SOURCE MATERIAL:
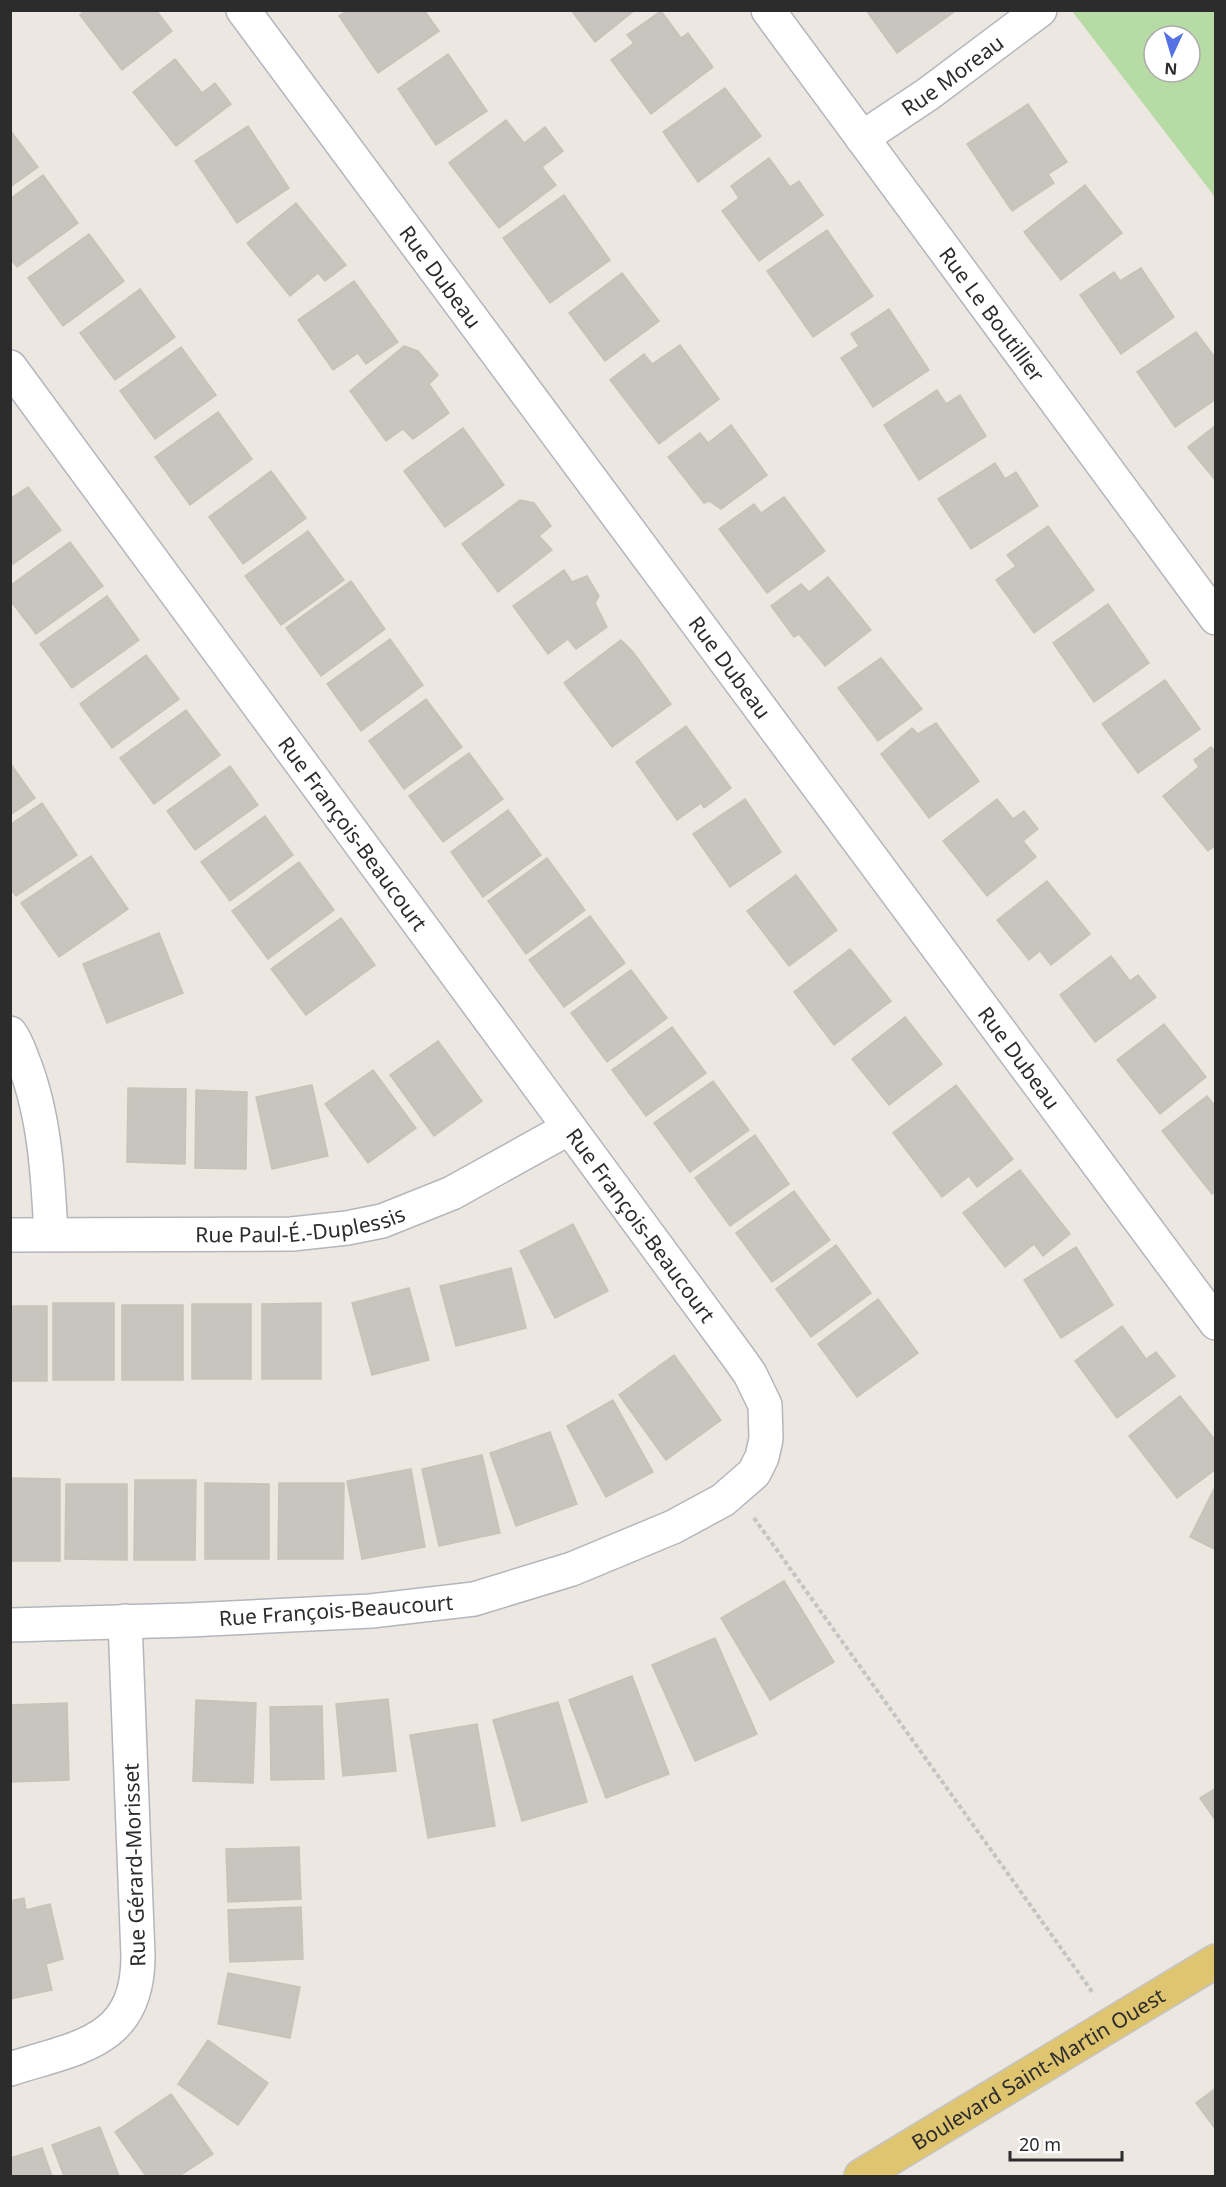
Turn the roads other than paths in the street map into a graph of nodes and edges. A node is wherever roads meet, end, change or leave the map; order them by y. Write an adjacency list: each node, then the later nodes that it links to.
1 (243, 10): 11 (street, Rue Dubeau)
2 (768, 10): 4 (street, Rue Le Boutillier)
3 (1040, 10): 4 (street, Rue Moreau)
4 (862, 138): 6 (street, Rue Le Boutillier)
5 (10, 367): 8 (street, Rue François-Beaucourt)
6 (1215, 618)
7 (10, 1033): 9 (street)
8 (569, 1128): 9 (street, Rue Paul-É.-Duplessis); 12 (street, Rue François-Beaucourt)
9 (51, 1234): 10 (street, Rue Paul-É.-Duplessis)
10 (10, 1235)
11 (1215, 1323)
12 (125, 1621): 13 (street, Rue François-Beaucourt); 15 (street, Rue Gérard-Morisset)
13 (10, 1625)
14 (1215, 1961): 16 (main road, Boulevard Saint-Martin Ouest)
15 (10, 2069)
16 (861, 2176)

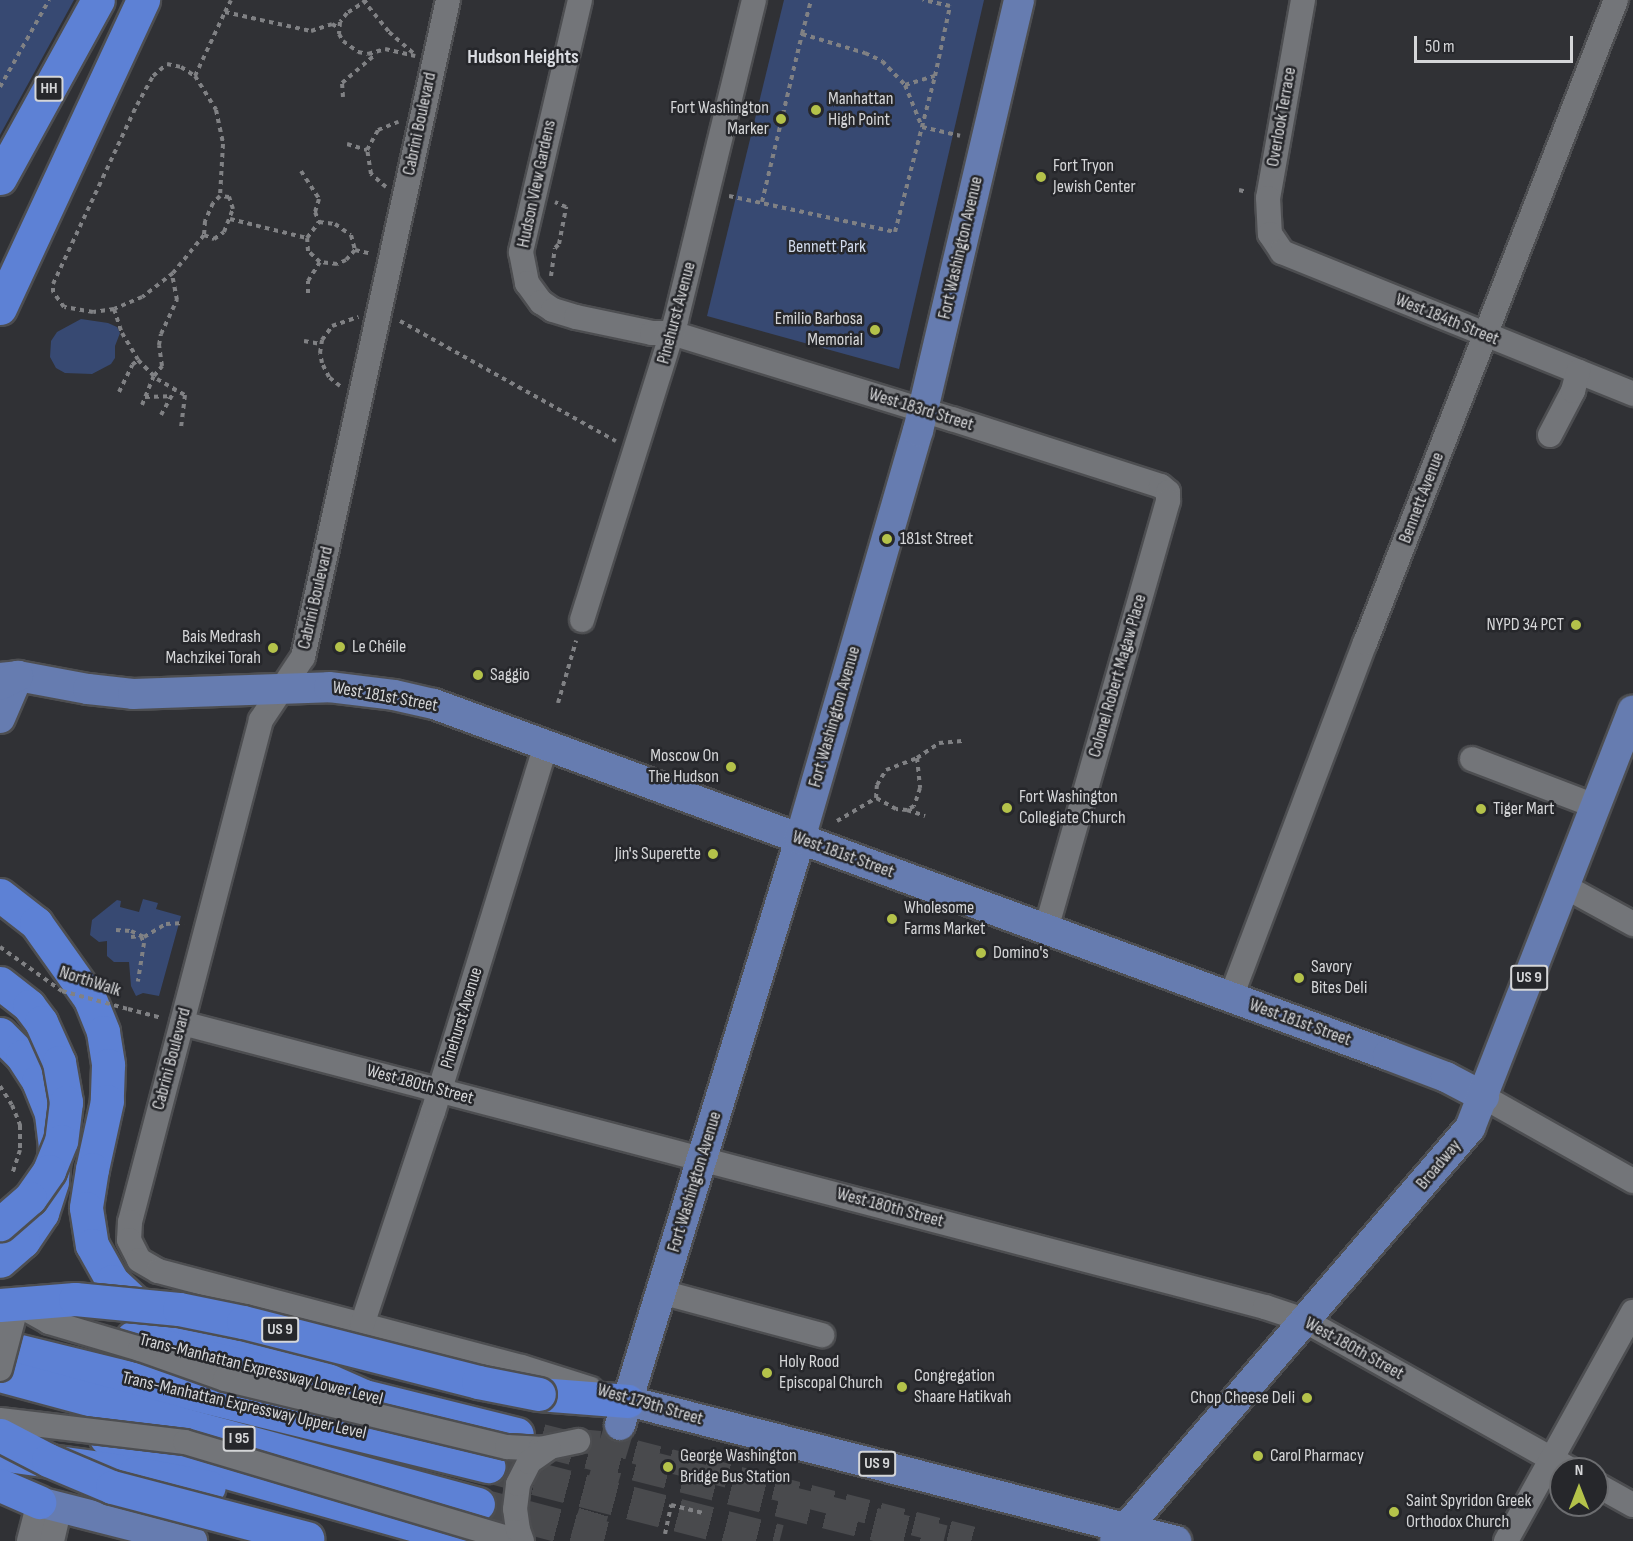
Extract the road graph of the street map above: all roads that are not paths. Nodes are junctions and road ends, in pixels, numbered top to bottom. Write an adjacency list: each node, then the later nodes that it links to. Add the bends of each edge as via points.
1 (98, 0): 9 (highway, HH)
2 (143, 0): 11 (highway)
3 (448, 0): 21 (street, Cabrini Boulevard, via 303,657)
4 (580, 0): 12 (street, Hudson View Gardens, via 523,238 523,269 532,292 553,310 652,333)
5 (754, 0): 12 (street, Pinehurst Avenue)
6 (1019, 0): 16 (main road, Fort Washington Avenue)
7 (1304, 0): 10 (street, Overlook Terrace, via 1268,198)
8 (1616, 0): 13 (street, Bennett Avenue)
9 (0, 178)
10 (1270, 234): 13 (street, West 184th Street, via 1286,256)
11 (0, 308)
12 (672, 333): 16 (street, West 183rd Street); 19 (street, Pinehurst Avenue)
13 (1486, 336): 14 (street, West 184th Street); 35 (street, Bennett Avenue)
14 (1578, 372): 15 (street, West 184th Street); 17 (street, via 1573,391)
15 (1633, 394)
16 (924, 410): 18 (street, West 183rd Street, via 1161,486); 27 (main road, Fort Washington Avenue)
17 (1550, 435)
18 (1168, 492): 32 (street, Colonel Robert Magaw Place)
19 (579, 630)
20 (4, 673): 21 (main road, West 181st Street, via 118,693); 23 (main road)
21 (282, 687): 24 (main road, West 181st Street, via 352,689 414,699); 36 (street, Cabrini Boulevard, via 261,720)
22 (1633, 711): 26 (main road, Broadway / US 9)
23 (0, 718)
24 (546, 744): 27 (main road, West 181st Street); 38 (street, Pinehurst Avenue)
25 (1472, 759): 26 (street)
26 (1595, 806): 28 (main road, Broadway / US 9)
27 (800, 839): 32 (main road, West 181st Street); 40 (main road, Fort Washington Avenue)
28 (1564, 886): 30 (street); 39 (main road, Broadway / US 9)
29 (0, 895): 33 (highway, via 36,923)
30 (1633, 924)
31 (0, 925): 33 (highway, via 44,948)
32 (1046, 929): 35 (main road, West 181st Street)
33 (65, 966): 54 (highway, via 95,1011 107,1055 107,1101 86,1208 92,1245 107,1275 128,1298 152,1312 265,1352)
34 (0, 983): 42 (highway, bridge, via 16,994 41,1022 59,1062 66,1102 62,1141 49,1171 30,1197)
35 (1231, 997): 39 (main road, West 181st Street, via 1446,1077)
36 (182, 1023): 38 (street, West 180th Street); 43 (street, Cabrini Boulevard, via 130,1222)
37 (0, 1034): 44 (highway, via 22,1056 38,1081 51,1114 55,1145 52,1182 42,1213 23,1242)
38 (439, 1090): 40 (street, West 180th Street); 49 (street, Pinehurst Avenue)
39 (1484, 1097): 41 (street, West 181st Street); 48 (main road, Broadway / US 9, via 1470,1128)
40 (702, 1159): 45 (main road, Fort Washington Avenue); 48 (street, West 180th Street)
41 (1633, 1181)
42 (0, 1224)
43 (132, 1251): 49 (street, West 179th Street, via 144,1265 158,1271)
44 (0, 1261)
45 (661, 1292): 50 (street); 56 (main road, Fort Washington Avenue)
46 (5, 1305): 52 (street, bridge); 54 (highway, Trans-Manhattan Expressway Lower Level); 56 (highway, US 9, bridge, via 75,1299 179,1309 478,1382); 61 (street, bridge, via 219,1378 507,1447)
47 (1633, 1312): 63 (street)
48 (1304, 1320): 64 (street, West 180th Street); 73 (main road, Broadway / US 9)
49 (362, 1325): 56 (street, West 179th Street, via 522,1367)
50 (822, 1335)
51 (0, 1346): 65 (highway, Trans-Manhattan Expressway Upper Level / I 95)
52 (0, 1369)
53 (0, 1375): 71 (highway, Trans-Manhattan Expressway Upper Level / I 95)
54 (364, 1396): 58 (highway, Trans-Manhattan Expressway Lower Level)
55 (0, 1411): 79 (highway, I 95)
56 (624, 1413): 73 (main road, West 179th Street / US 9)
57 (0, 1420): 80 (street, bridge, via 196,1445)
58 (517, 1434)
59 (0, 1435): 77 (highway, bridge, via 112,1487)
60 (578, 1441): 61 (street, bridge)
61 (549, 1448): 81 (street, bridge, via 529,1462 518,1484 515,1509)
62 (0, 1454): 78 (highway, via 183,1481)
63 (1563, 1457)
64 (1549, 1458)
65 (488, 1466)
66 (1549, 1480): 83 (street)
67 (0, 1485): 70 (highway)
68 (1609, 1492): 72 (street)
69 (0, 1498): 70 (highway)
70 (50, 1504): 74 (street); 75 (street); 76 (main road)
71 (477, 1504)
72 (1633, 1505)
73 (1121, 1534): 82 (main road, West 179th Street)
74 (29, 1541)
75 (52, 1541)
76 (192, 1541)
77 (316, 1541)
78 (467, 1541)
79 (472, 1541)
80 (517, 1541)
81 (522, 1541)
82 (1176, 1541)
83 (1506, 1541)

REQUIREMENT: If the string "each" is in a line of the entries, pick that line out.

ANSWER TO THE EXERCISE:
Turn the roads other than paths in the street map into a graph of nodes and edges. A node is wherever roads meet, end, change or leave the map; order them by y. Write an adjacency list: each node, then the later nodes that it links to.
Extract the road graph of the street map above: all roads that are not paths. Nodes are junctions and road ends, in pixels, numbered top to bottom. Write an adjacency list: each node, then the later nodes that it links to. Add the bends of each edge as via points.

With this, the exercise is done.